• [ABOUT THIS EXERCISE]
Pull out all lines from the listing below in which the word "image" appears.

• [DATA SECTION]

┌──

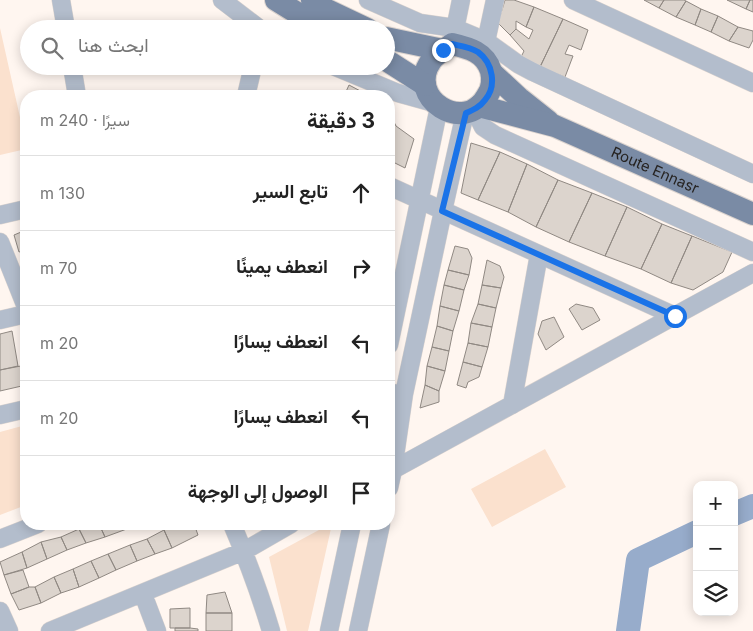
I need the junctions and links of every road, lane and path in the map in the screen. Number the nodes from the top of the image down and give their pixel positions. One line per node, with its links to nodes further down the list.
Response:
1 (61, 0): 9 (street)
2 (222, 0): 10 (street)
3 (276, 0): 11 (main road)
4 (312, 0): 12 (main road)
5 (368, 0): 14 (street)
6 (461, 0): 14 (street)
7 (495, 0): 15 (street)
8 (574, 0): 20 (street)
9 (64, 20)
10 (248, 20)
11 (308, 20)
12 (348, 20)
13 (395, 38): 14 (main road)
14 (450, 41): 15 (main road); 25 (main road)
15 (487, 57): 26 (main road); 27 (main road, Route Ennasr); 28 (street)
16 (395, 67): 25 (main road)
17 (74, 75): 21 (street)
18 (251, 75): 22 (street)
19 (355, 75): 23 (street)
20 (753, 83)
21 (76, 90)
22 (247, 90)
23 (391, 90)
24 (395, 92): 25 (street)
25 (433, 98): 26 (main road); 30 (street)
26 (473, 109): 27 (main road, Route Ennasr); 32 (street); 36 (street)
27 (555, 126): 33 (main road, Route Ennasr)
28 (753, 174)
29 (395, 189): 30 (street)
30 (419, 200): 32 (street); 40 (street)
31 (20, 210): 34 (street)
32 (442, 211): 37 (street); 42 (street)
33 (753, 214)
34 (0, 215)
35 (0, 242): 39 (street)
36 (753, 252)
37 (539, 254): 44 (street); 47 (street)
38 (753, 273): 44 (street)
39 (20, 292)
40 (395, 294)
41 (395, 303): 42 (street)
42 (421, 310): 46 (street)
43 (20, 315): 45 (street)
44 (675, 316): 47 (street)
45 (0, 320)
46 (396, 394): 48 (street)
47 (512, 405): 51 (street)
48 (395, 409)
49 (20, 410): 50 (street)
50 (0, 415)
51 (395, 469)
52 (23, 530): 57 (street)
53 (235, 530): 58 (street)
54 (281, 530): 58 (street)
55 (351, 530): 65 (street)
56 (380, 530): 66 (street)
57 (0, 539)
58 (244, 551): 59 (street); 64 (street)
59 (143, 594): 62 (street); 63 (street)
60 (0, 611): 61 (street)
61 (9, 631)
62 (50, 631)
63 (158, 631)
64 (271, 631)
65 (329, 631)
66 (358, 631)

└──
┌──

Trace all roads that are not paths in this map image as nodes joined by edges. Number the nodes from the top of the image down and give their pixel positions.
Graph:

└──
┌──

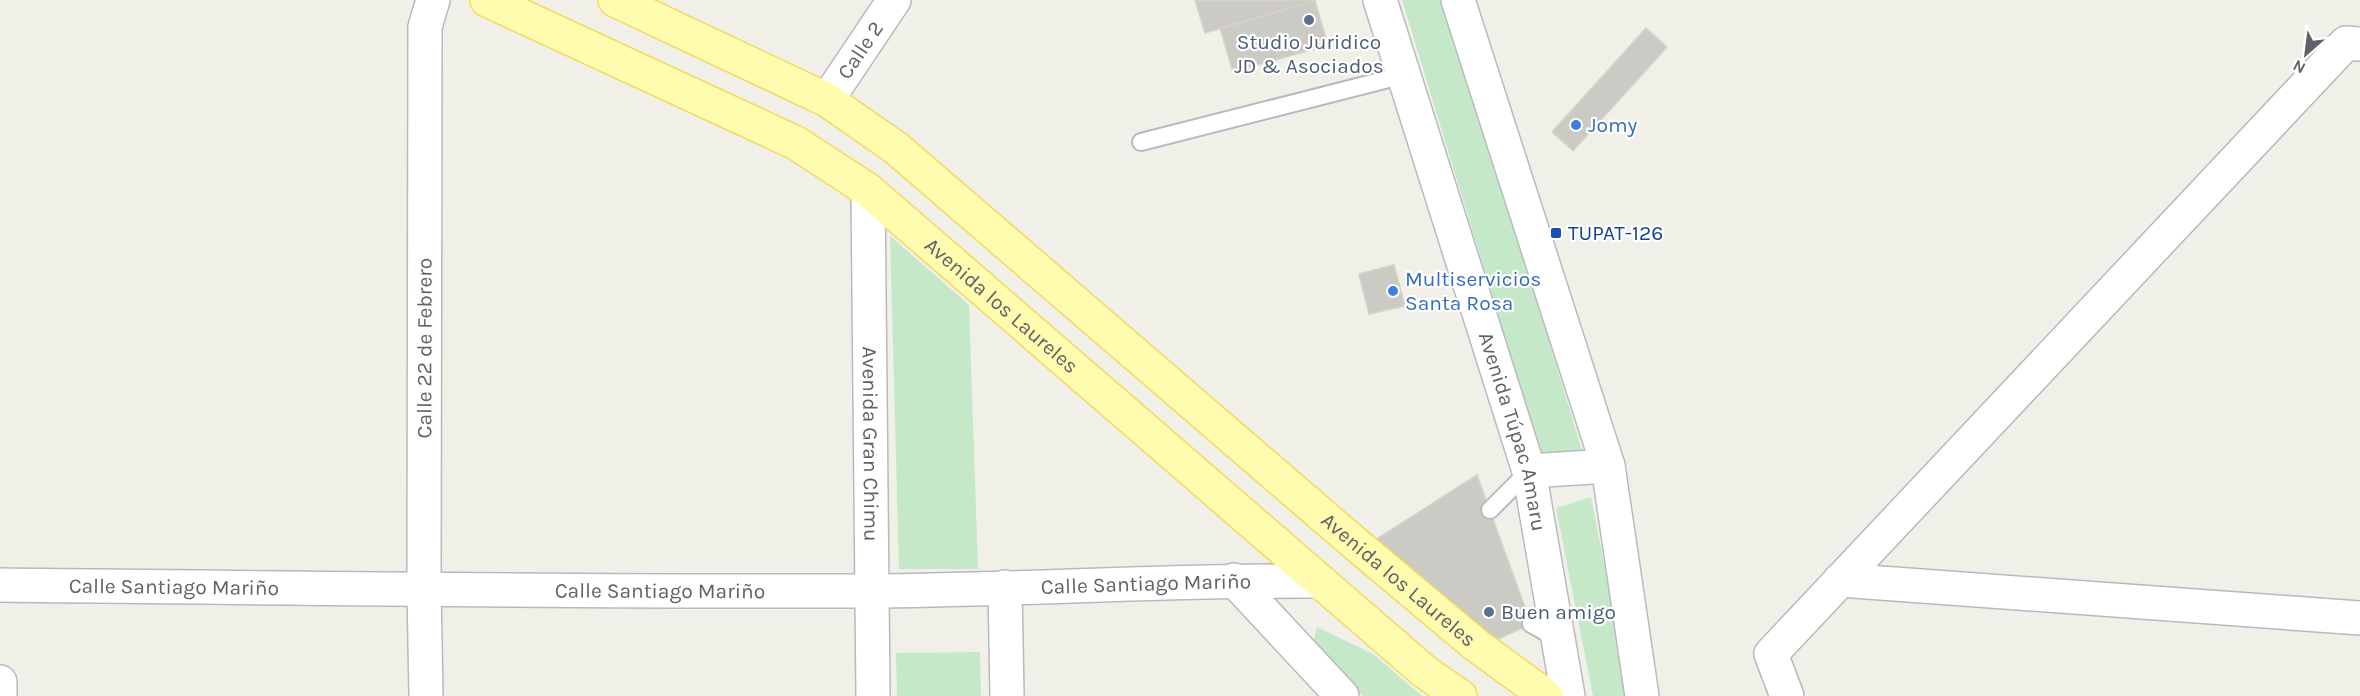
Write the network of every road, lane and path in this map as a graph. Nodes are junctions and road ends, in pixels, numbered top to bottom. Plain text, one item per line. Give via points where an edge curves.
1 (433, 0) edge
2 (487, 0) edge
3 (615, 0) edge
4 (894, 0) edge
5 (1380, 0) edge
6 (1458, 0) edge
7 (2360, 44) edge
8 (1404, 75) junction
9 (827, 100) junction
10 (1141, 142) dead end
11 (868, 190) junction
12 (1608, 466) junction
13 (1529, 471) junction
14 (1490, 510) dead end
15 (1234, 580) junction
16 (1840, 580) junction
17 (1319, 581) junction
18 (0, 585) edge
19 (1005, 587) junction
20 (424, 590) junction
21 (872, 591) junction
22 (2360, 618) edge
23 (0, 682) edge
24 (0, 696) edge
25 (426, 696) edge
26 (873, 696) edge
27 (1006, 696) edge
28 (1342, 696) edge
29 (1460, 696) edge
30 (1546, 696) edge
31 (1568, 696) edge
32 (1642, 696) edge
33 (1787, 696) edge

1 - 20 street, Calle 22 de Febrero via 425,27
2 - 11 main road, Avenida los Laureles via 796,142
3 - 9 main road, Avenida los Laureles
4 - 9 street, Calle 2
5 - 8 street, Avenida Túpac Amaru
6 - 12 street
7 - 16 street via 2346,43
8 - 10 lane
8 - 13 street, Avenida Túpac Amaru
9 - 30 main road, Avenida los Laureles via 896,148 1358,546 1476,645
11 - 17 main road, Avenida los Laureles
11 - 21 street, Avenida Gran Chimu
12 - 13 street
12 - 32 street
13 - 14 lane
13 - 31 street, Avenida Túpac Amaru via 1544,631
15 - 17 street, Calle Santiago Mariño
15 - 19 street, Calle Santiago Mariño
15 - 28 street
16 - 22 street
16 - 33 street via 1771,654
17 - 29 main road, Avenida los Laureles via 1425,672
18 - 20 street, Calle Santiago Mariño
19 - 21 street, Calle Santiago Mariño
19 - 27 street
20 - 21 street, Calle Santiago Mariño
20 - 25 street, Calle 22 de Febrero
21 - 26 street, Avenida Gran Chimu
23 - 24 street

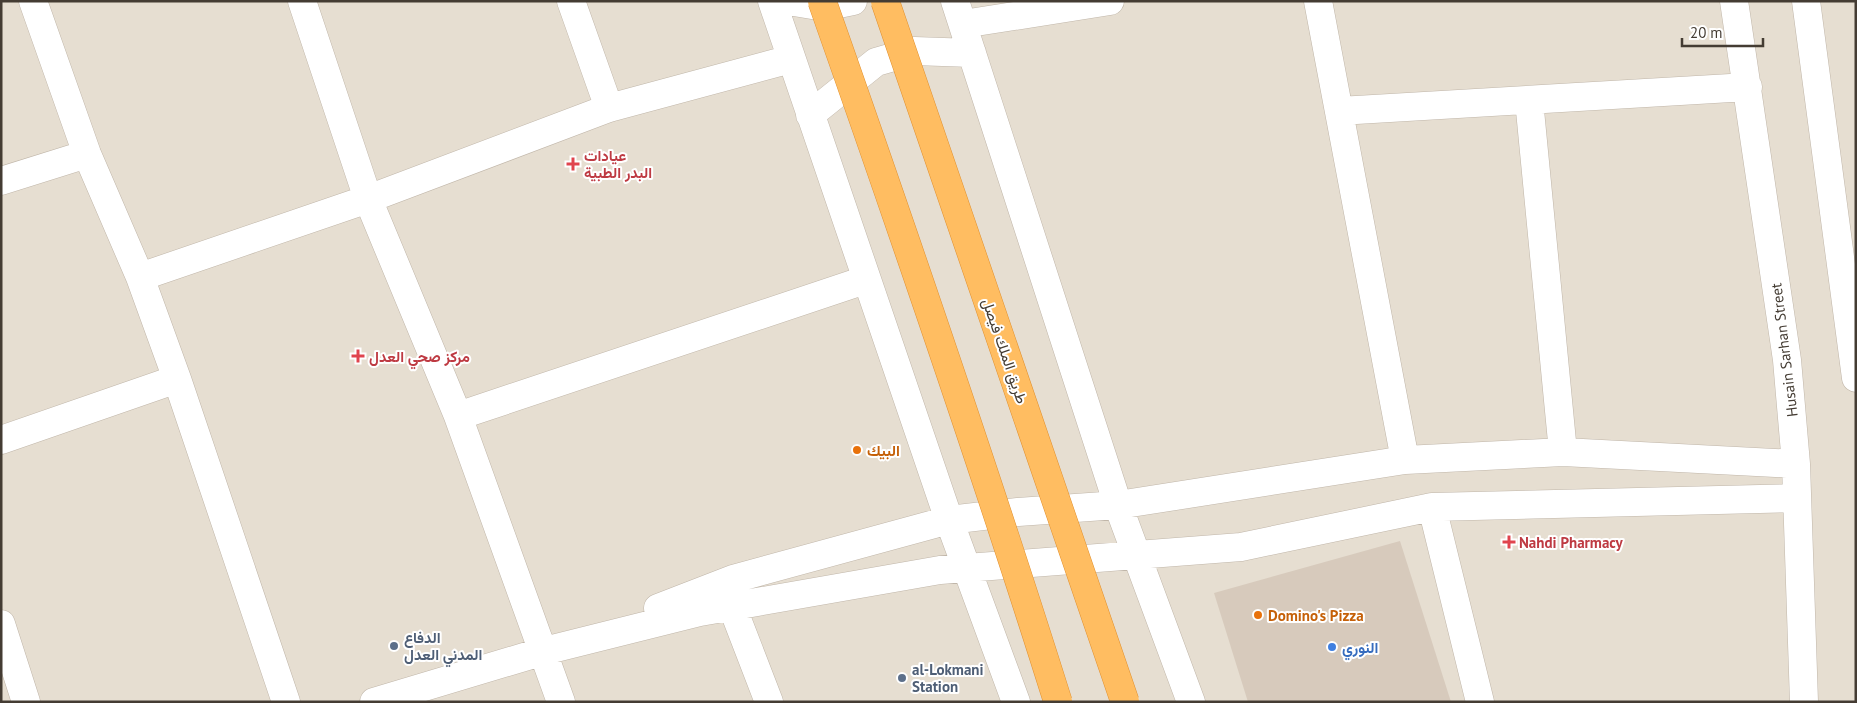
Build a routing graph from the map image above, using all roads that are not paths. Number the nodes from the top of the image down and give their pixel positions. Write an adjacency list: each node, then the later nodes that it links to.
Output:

└──

• [RESPONSE TO THE EXERCISE]
I need the junctions and links of every road, lane and path in the map in the screen. Number the nodes from the top of the image down and give their pixel positions. One line per node, with its links to nodes further down the list.
Trace all roads that are not paths in this map image as nodes joined by edges. Number the nodes from the top of the image down and give their pixel positions.
Build a routing graph from the map image above, using all roads that are not paths. Number the nodes from the top of the image down and give their pixel positions. Write an adjacency list: each node, then the later nodes that it links to.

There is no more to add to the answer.